I would urge people to avoid buying such cages! Especially if they have a little houdini like my Daughter does!
I wouldnt mind but Rosie is spoilt with toys, treats and play time... but all she ever does is run round looking for escape routes, no matter where she is ARGH

Is this just a young (I think she is roughly 6 months) hamsters normal behaviour to run fast everywhere and try to escape 24/7 ? Its hard to hold her because she is soo fast and wanting to dive off the edge of your hand 

Rosie is officially causing grey hairs :lol:


----------



## Guest (Sep 13, 2011)

aww bless her, unfortunately some can chew out of the plastic bases. What cage is it?
Does she have a suitable wheel?
What hamster is she?


----------



## sailor (Feb 5, 2010)

B3rnie said:


> aww bless her, unfortunately some can chew out of the plastic bases. What cage is it?
> Does she have a suitable wheel?
> What hamster is she?


Complete forgot I had posted this thread  sorry!

It was a completely plastic cage, with just a wire flap lip on the top.I cant remember what make it was now, but it was brought from pets @ home.

She is a syrian hamster and yes there was a wheel in the cage, not sure how suitable it could have been classed as, but she used it altho not often.
She had alot of chewable toys in her cage made from all kinds of materials, like wood, rope and cardboard.
She just never seemed all that bothered with anything in her cage, just on how to get out of it !

She now lives in a large rubber/plastic bucket, which she has soo far not chewed her way out of or escaped from!

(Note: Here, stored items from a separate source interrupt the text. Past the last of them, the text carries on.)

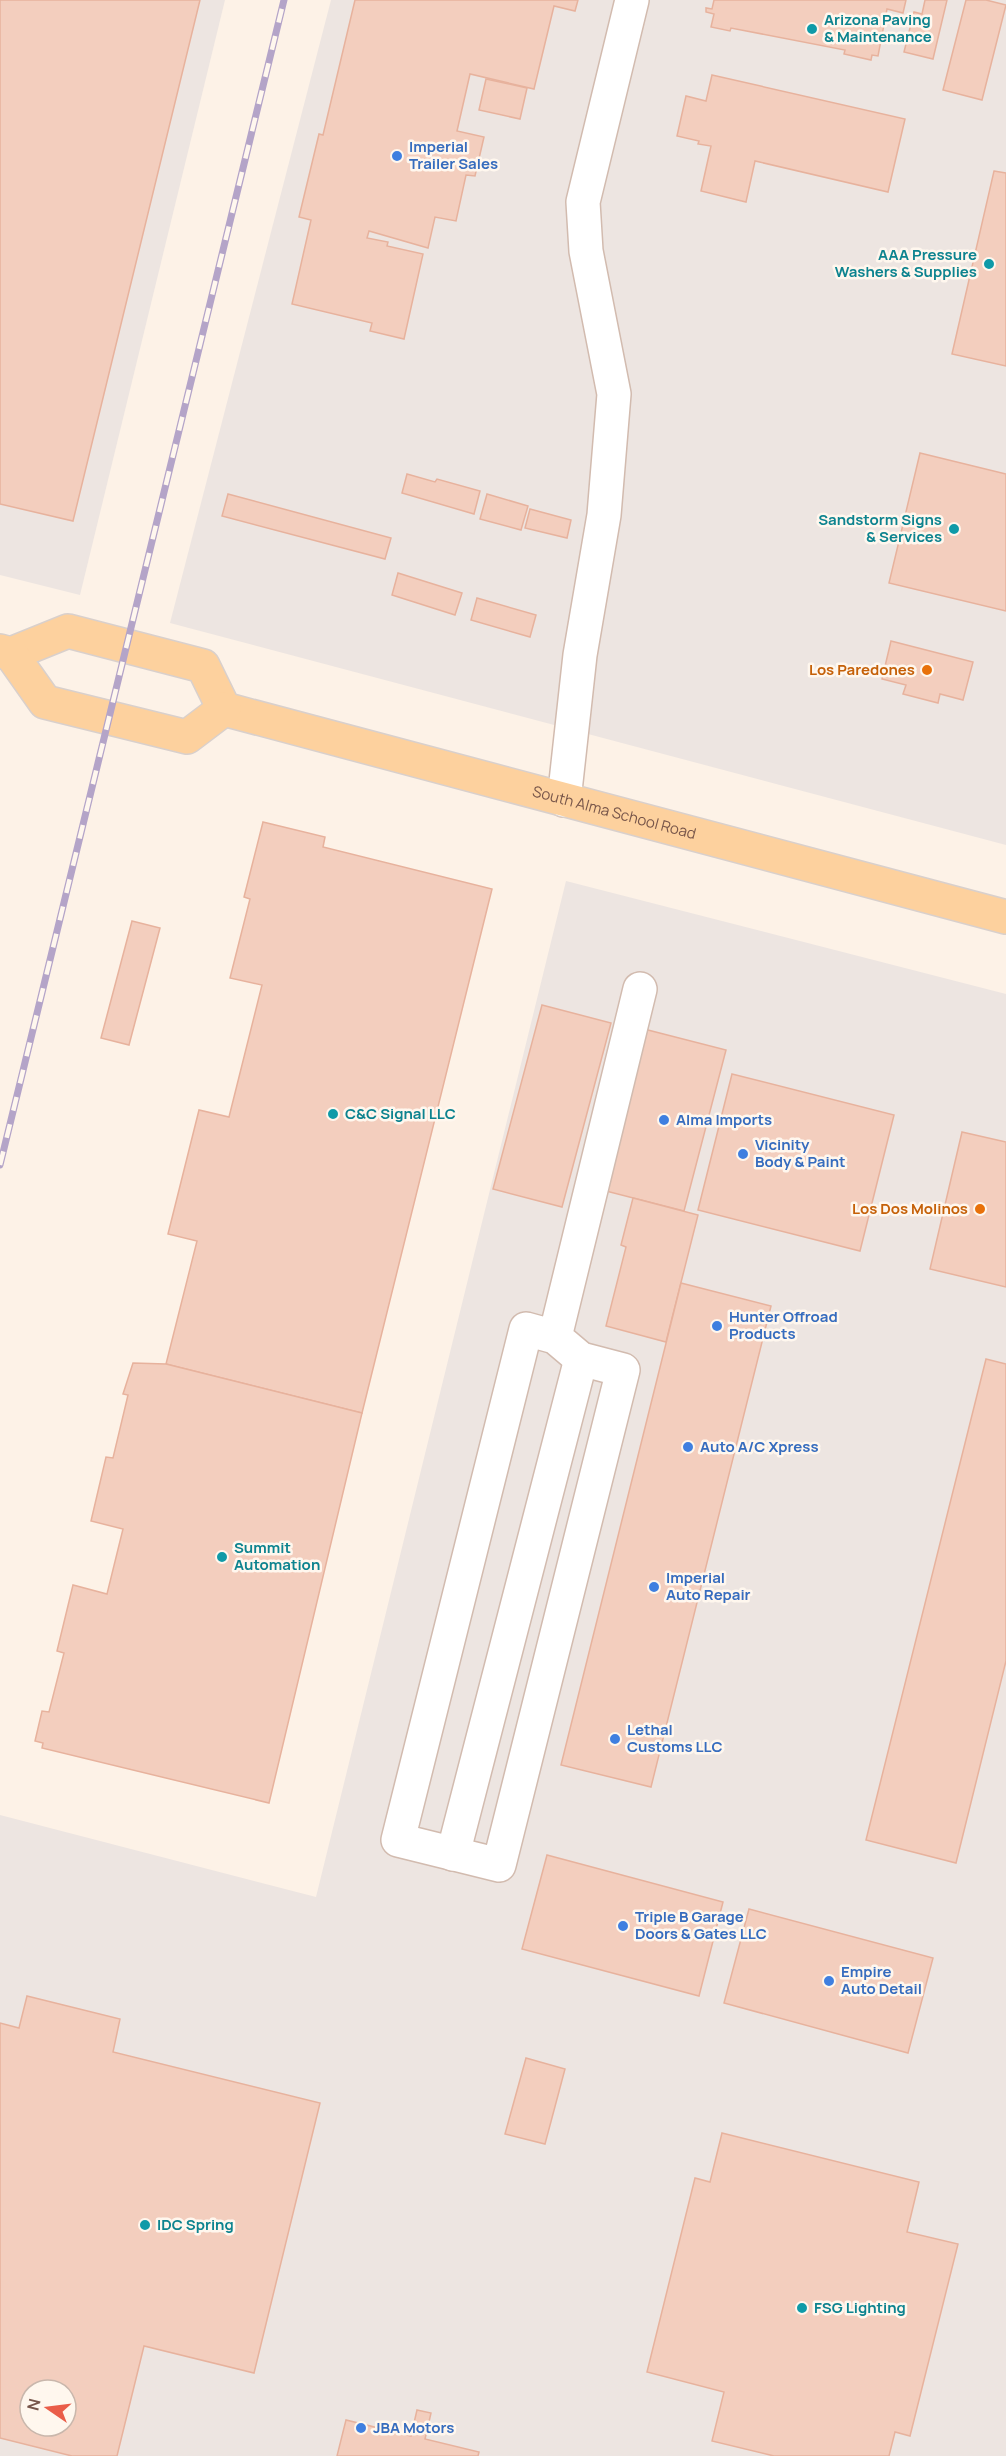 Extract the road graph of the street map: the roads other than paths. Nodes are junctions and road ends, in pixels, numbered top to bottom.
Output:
1 (632, 0) edge
2 (5, 653) edge
3 (224, 709) junction
4 (564, 800) junction
5 (1006, 917) edge
6 (640, 989) dead end
7 (555, 1336) junction
8 (581, 1359) junction
9 (453, 1854) junction

1 - 4 lane
2 - 3 main road
2 - 3 main road
3 - 4 main road, South Alma School Road
4 - 5 main road, South Alma School Road
6 - 7 lane
7 - 8 lane
7 - 9 lane
8 - 9 lane
8 - 9 lane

I have looked at more cages, but all seem to have a plastic base with some form of lip on it that I just know she will beable to get her teeth round enough to beable to start chewing through it! I dont want to buy another cage intil I know she wont beable to chew through the base.

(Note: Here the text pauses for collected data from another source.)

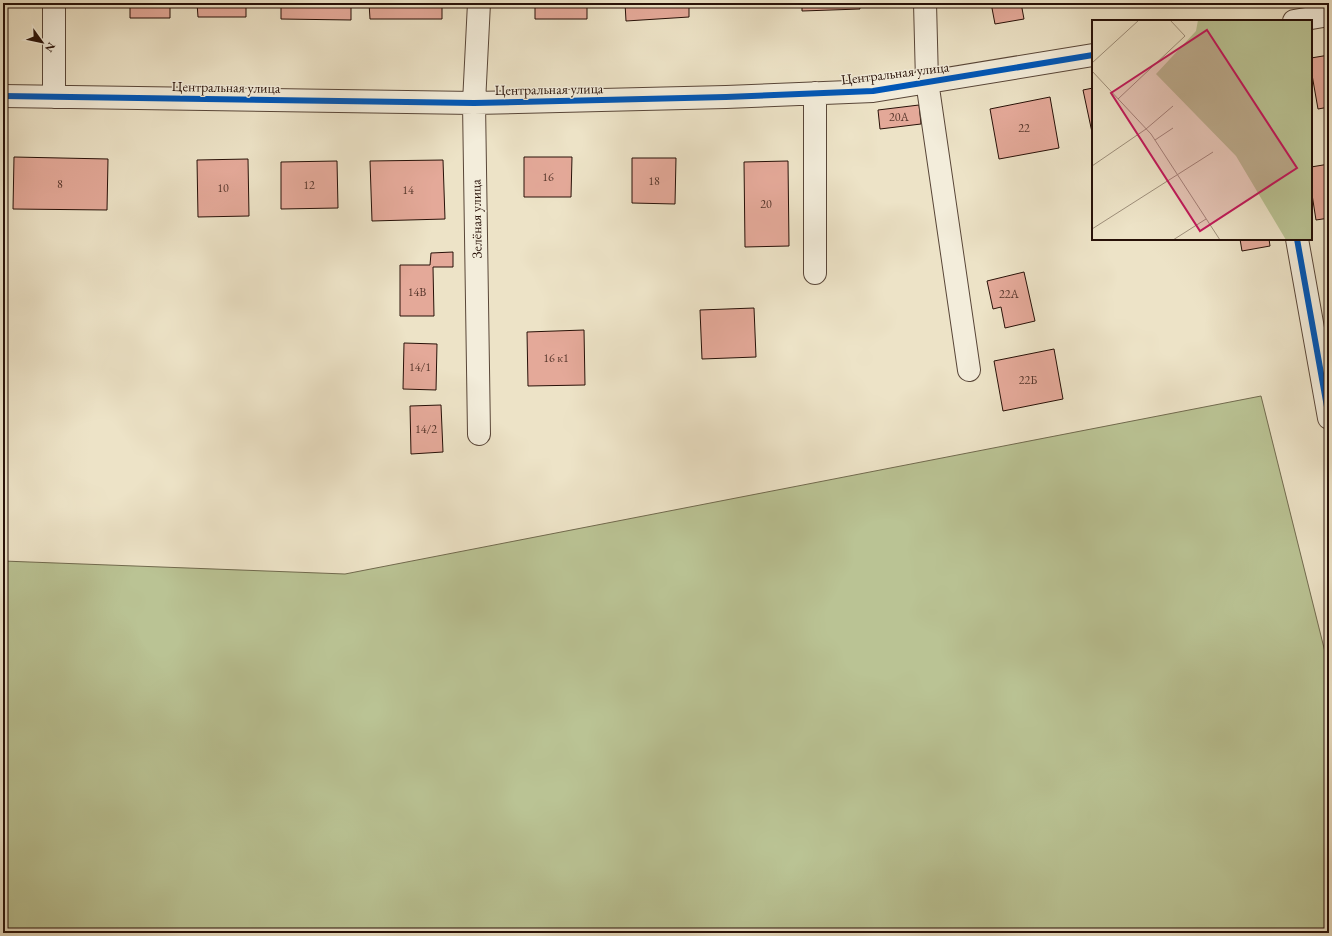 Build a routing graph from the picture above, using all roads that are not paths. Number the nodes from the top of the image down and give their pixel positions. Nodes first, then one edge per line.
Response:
1 (54, 3) edge
2 (479, 3) edge
3 (925, 3) edge
4 (1329, 15) edge
5 (1300, 20) edge
6 (1092, 55) edge
7 (927, 81) junction
8 (815, 93) junction
9 (3, 96) edge
10 (54, 97) junction
11 (474, 103) junction
12 (1298, 240) edge
13 (815, 273) dead end
14 (969, 370) dead end
15 (1329, 418) edge
16 (479, 434) dead end

1 - 10 street
2 - 11 street, Зелёная улица
3 - 7 street
4 - 5 street
6 - 7 street, Центральная улица
7 - 8 street, Центральная улица
7 - 14 street
8 - 11 street, Центральная улица
8 - 13 street
9 - 10 street, Центральная улица
10 - 11 street, Центральная улица
11 - 16 street, Зелёная улица
12 - 15 street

We let her out every day, but once out if we are holding her for example she just runs as fast as she can and tries to jump free from your hands and is just constantly on the look out for ways to get to the floor and make a run for it! I had her on my bed so she could run around with more freedom but she just ran straight to the edge and scarpered down the side of the mattress and hid under the bed for what felt like ages. Eventually we managed to lure her out with food and got her into her exercise ball for a proper run about. She is a very high energy hamster and seems to have a longing for freedom.
I have had my Daughter sat in the bath to handle her with no worry of her escaping, but Rosie just tries to climb up the sides to escape or like usual, runs as fast as she can around looking for an escape route :lol:


----------



## Guest (Oct 5, 2011)

The ZooZone 2 is a great cage for a syrian (they are offer at the moment as well, just scroll down to the bottom of the page) Range of Hagen Ovo luxury expanding hamster cage systems at up to 50% off the RRP all you have to do is mesh the lid as the bars are a bit wide 
She shouldn't be able to chew out of those as there is no lip for her to grab hold of 

What size is her wheel, as syrians need a minimum of an 8 inch wheel as any smaller causes them pain as it makes them arch their back in an un-natural way.


----------